» Exercise
Your answer should consist of each line below that includes the word "Shrubland".
* * * * *
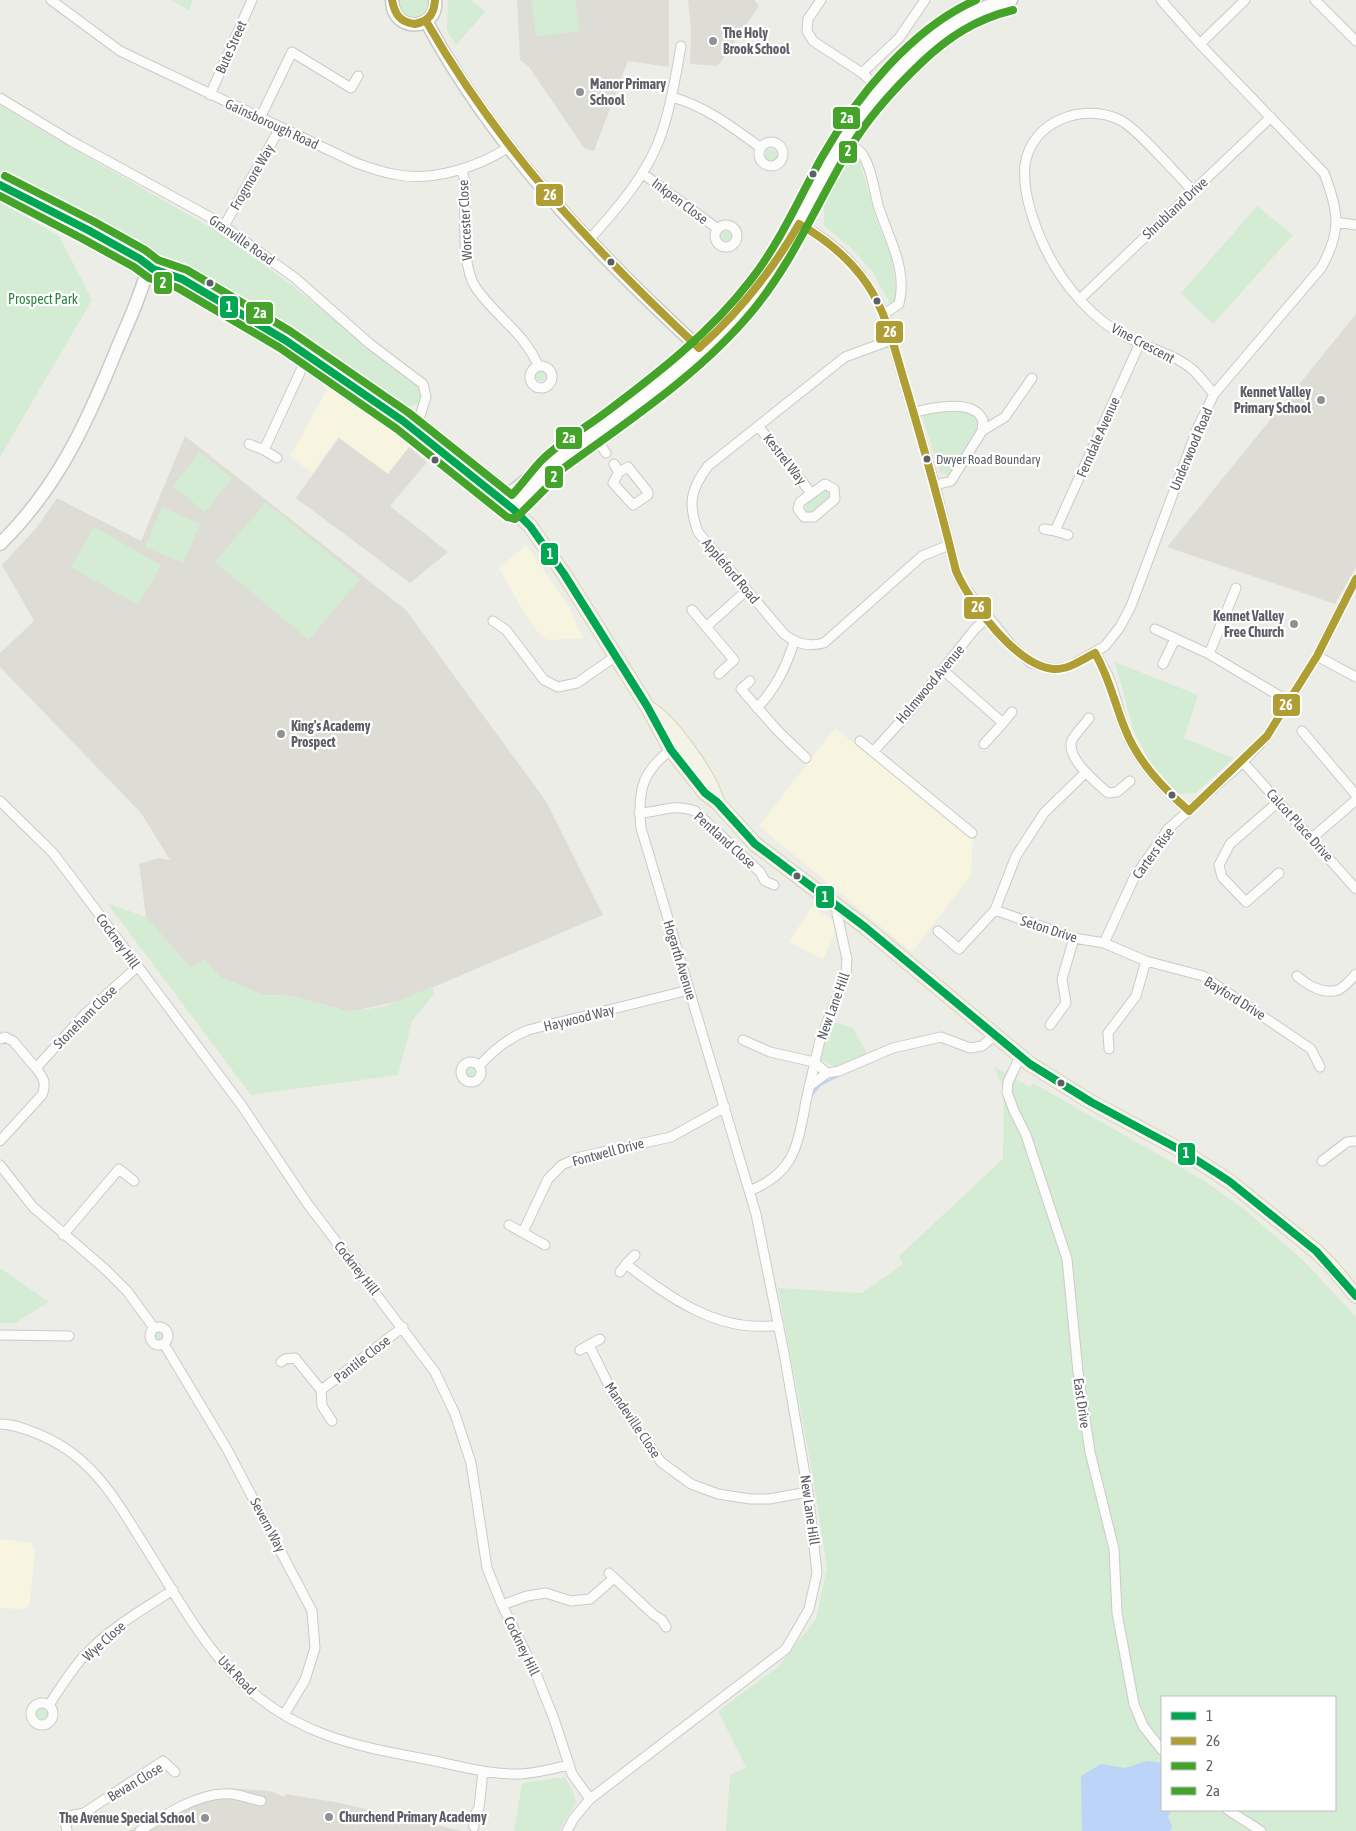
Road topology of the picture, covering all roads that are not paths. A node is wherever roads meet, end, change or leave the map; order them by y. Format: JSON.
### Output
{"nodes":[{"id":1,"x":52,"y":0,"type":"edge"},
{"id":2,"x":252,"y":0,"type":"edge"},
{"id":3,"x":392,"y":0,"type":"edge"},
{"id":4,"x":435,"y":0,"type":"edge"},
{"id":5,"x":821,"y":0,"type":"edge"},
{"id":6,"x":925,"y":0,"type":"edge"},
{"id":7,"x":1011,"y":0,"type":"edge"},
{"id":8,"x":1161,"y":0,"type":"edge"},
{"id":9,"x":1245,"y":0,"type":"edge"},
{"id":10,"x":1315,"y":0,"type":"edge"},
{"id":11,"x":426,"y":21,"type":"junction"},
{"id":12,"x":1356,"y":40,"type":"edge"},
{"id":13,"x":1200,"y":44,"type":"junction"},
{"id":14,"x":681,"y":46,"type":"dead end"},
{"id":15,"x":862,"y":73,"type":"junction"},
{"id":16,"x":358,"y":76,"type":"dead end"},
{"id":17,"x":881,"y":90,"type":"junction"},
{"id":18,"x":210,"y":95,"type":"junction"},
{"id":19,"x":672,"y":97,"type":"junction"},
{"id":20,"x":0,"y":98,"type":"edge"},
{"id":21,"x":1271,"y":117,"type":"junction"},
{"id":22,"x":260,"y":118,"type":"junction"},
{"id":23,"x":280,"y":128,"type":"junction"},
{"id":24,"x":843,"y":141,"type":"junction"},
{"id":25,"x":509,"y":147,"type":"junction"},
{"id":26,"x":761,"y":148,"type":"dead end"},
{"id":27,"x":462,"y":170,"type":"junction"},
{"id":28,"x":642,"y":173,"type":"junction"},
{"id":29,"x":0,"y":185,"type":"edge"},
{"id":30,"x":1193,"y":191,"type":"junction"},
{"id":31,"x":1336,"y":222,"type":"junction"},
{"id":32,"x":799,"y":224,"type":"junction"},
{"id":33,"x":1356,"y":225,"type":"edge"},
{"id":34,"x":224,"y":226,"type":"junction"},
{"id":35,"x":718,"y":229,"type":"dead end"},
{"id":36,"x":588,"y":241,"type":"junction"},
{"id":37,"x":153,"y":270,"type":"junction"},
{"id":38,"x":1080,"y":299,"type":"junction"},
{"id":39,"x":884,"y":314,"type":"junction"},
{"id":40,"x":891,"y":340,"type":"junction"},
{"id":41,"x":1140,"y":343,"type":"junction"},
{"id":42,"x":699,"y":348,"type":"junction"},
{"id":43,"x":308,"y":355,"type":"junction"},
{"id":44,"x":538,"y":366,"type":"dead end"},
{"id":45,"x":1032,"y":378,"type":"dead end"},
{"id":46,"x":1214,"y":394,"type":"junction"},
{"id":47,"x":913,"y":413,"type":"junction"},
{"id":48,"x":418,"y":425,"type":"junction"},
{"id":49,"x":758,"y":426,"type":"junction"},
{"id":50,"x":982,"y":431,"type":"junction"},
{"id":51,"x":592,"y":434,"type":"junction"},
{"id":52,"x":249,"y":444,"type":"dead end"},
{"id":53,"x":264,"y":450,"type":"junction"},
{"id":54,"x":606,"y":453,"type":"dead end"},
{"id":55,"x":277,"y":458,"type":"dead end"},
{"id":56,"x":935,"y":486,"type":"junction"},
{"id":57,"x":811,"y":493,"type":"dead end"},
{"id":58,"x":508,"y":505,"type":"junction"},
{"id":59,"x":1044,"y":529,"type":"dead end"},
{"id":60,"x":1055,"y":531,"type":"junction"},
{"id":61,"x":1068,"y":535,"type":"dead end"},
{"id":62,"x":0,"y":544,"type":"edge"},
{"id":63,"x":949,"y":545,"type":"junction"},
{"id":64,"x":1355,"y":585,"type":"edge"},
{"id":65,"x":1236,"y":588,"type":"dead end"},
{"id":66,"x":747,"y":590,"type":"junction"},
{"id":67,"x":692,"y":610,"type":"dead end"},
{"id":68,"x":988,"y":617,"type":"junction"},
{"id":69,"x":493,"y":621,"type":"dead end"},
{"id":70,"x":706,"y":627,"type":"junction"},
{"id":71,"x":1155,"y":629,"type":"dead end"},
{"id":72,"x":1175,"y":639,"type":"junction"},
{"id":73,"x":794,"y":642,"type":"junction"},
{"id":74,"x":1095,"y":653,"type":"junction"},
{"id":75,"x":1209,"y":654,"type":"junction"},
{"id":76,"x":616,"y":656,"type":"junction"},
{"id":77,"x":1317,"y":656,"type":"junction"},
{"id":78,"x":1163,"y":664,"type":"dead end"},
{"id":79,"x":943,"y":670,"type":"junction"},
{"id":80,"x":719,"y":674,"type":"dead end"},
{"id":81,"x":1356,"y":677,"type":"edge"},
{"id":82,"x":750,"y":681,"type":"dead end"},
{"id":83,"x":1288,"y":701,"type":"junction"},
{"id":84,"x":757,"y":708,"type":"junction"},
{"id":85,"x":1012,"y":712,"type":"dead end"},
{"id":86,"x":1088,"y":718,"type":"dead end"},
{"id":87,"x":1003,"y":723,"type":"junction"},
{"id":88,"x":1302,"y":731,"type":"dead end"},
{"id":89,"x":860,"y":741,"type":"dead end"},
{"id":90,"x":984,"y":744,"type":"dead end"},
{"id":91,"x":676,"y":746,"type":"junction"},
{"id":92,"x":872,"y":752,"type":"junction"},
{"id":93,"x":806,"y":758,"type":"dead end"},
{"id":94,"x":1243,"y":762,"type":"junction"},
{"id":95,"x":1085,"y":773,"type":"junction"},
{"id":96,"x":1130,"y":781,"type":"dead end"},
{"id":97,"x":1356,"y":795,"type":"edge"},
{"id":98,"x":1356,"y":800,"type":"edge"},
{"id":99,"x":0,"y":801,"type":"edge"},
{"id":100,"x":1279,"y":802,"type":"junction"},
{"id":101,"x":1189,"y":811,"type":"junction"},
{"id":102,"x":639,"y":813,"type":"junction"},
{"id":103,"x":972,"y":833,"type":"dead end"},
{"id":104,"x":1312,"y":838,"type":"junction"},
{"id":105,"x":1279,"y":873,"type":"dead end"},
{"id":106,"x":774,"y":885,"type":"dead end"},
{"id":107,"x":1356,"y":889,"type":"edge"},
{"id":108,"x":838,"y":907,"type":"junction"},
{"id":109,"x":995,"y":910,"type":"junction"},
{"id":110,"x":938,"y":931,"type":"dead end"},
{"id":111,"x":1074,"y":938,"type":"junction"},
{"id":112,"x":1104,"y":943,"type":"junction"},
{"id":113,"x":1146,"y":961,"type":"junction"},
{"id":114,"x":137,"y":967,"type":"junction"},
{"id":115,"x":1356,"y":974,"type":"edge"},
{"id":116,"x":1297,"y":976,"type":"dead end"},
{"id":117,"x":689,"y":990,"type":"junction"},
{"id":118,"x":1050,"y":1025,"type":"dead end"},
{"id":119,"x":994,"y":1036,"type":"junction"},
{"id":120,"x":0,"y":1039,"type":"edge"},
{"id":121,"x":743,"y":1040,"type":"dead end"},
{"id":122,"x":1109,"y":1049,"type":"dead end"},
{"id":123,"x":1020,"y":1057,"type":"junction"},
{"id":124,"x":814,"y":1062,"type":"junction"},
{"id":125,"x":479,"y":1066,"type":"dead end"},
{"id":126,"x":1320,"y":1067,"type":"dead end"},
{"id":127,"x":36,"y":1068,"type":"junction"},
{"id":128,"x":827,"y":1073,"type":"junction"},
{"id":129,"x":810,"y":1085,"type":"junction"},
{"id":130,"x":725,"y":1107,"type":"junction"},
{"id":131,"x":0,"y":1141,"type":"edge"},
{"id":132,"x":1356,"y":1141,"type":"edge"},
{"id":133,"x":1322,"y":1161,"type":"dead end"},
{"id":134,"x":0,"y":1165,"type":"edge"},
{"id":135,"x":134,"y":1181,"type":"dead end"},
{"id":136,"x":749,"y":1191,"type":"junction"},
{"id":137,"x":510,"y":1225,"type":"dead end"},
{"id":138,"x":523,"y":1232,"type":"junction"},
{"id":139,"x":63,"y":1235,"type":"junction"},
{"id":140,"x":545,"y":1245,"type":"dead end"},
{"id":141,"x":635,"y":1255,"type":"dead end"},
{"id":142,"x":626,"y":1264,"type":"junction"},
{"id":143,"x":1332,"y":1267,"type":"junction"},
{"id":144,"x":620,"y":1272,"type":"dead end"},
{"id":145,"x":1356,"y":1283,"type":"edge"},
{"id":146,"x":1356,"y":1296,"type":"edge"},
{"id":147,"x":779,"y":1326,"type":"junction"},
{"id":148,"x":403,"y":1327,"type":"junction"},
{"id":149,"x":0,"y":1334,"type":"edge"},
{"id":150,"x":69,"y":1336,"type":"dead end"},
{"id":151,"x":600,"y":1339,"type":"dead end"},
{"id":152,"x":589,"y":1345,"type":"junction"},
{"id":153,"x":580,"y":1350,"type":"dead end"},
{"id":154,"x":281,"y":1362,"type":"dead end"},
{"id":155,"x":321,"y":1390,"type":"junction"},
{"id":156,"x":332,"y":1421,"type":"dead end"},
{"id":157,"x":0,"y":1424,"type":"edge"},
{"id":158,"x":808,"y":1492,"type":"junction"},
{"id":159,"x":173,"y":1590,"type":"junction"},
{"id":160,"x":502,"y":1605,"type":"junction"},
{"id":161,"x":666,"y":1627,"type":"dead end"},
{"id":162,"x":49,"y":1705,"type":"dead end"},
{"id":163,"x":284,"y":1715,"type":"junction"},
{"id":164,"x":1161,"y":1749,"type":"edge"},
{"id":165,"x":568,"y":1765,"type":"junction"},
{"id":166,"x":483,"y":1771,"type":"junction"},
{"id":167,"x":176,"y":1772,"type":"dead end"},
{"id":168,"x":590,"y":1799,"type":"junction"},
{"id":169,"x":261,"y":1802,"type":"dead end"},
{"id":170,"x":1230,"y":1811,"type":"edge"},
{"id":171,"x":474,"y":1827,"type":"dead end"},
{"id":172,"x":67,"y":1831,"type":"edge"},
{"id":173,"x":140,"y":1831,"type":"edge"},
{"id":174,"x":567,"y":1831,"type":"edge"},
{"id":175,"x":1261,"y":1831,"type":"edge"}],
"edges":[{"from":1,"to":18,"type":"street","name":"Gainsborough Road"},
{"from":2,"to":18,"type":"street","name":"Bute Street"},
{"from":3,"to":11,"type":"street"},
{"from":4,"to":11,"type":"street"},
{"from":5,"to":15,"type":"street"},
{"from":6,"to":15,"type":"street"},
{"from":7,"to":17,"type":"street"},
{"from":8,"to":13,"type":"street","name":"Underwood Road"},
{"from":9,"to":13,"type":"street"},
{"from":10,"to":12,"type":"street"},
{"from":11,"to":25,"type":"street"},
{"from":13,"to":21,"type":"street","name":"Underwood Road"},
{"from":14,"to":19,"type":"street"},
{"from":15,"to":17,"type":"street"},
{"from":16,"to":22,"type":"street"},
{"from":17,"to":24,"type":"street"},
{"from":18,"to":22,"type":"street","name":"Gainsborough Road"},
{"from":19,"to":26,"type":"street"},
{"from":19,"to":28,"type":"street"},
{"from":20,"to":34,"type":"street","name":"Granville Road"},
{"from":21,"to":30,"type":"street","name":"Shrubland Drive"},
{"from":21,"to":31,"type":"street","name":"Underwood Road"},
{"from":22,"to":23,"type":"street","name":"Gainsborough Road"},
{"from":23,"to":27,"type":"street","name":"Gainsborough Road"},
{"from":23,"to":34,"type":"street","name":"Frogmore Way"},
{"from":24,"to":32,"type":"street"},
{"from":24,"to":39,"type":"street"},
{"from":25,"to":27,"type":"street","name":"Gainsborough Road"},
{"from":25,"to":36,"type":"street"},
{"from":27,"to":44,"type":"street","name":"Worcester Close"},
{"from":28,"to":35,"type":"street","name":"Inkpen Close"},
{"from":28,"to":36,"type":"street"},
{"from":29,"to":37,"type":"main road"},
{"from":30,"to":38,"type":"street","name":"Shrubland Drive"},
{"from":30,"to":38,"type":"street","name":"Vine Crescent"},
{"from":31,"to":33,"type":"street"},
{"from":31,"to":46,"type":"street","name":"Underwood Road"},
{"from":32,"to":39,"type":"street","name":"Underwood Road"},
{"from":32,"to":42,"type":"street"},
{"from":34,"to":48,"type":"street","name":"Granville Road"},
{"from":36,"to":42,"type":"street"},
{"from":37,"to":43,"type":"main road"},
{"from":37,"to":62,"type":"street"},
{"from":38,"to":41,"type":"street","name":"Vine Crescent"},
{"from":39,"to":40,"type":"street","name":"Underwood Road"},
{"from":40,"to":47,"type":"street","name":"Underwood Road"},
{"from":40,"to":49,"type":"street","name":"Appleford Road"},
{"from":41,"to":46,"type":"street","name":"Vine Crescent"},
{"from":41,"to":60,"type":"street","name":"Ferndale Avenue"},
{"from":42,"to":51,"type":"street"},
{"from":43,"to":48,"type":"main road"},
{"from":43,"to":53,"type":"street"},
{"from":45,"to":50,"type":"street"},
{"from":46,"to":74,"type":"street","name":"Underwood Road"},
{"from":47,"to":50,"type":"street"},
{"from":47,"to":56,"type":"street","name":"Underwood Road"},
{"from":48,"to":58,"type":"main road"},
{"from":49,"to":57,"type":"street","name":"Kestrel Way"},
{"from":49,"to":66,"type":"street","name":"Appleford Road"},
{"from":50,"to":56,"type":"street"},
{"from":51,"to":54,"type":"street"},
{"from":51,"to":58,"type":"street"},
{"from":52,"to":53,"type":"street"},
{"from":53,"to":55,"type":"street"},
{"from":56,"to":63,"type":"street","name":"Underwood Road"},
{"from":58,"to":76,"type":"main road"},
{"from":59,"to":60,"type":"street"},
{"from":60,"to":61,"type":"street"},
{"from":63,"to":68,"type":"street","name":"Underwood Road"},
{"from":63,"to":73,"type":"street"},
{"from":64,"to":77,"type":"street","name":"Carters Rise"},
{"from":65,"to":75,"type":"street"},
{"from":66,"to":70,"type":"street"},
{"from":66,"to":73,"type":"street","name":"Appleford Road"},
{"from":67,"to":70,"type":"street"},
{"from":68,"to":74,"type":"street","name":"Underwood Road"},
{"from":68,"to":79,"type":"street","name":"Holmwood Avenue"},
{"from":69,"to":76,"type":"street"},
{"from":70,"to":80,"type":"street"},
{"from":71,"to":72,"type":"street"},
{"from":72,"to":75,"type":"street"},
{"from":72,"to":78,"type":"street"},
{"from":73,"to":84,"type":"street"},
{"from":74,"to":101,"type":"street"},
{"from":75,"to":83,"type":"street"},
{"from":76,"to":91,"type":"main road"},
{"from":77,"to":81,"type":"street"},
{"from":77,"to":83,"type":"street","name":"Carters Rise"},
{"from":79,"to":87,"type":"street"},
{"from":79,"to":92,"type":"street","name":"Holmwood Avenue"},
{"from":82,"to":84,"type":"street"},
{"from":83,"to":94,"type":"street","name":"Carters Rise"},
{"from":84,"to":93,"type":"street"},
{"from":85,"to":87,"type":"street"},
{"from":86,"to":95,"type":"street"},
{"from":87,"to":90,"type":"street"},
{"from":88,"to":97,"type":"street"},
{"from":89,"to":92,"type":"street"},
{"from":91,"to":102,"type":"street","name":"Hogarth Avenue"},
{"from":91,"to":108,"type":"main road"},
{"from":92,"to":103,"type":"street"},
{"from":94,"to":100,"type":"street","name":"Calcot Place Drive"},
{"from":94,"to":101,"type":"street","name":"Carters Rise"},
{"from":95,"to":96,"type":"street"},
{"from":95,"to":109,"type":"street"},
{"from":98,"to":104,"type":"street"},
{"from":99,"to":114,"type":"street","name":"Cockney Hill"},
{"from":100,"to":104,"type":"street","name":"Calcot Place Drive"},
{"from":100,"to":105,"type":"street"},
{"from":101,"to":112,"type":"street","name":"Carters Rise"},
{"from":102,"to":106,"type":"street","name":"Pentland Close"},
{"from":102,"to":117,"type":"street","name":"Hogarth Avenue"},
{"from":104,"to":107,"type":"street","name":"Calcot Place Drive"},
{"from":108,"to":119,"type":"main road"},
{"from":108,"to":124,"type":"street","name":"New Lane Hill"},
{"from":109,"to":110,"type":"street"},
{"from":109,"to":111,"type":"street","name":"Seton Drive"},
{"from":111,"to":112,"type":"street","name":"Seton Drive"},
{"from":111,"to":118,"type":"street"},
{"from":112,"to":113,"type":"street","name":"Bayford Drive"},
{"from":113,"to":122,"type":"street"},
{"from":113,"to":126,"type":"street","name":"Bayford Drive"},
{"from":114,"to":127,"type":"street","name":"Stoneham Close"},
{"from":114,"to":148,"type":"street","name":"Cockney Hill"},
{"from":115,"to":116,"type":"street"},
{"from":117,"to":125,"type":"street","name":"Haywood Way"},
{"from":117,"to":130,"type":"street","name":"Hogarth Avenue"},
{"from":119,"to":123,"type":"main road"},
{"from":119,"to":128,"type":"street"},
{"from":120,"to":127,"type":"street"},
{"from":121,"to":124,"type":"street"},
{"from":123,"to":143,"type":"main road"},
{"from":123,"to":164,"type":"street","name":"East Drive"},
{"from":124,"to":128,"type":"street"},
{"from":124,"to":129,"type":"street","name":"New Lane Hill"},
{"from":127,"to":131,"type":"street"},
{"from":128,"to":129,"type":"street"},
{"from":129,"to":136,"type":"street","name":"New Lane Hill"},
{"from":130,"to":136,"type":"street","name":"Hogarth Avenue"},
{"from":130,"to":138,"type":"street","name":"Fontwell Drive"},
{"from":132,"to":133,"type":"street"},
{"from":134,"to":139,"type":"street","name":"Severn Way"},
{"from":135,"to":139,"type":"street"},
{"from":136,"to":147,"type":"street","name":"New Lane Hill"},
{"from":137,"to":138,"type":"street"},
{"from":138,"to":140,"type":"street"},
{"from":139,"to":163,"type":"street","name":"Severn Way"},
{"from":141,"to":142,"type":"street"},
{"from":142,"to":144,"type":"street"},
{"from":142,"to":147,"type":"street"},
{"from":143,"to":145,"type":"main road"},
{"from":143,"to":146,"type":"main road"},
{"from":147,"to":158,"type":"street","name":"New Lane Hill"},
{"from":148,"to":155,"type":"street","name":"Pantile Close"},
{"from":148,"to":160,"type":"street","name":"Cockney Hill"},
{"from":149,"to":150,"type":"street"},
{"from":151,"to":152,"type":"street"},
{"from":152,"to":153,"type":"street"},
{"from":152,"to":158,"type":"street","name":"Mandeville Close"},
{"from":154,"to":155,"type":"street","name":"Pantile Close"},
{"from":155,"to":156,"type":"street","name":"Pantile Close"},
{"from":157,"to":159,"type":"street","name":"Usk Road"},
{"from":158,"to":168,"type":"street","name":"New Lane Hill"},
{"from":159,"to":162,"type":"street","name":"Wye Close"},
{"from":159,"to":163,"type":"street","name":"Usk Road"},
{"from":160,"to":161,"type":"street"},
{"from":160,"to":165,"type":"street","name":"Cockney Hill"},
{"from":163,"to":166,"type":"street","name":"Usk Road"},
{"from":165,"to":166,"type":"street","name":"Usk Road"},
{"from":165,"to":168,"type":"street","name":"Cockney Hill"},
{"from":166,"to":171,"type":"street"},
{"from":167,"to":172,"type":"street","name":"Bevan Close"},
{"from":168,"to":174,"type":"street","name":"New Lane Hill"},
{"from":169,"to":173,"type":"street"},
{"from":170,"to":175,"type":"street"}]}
* * * * *
» Exercise output
{"from":21,"to":30,"type":"street","name":"Shrubland Drive"},
{"from":30,"to":38,"type":"street","name":"Shrubland Drive"},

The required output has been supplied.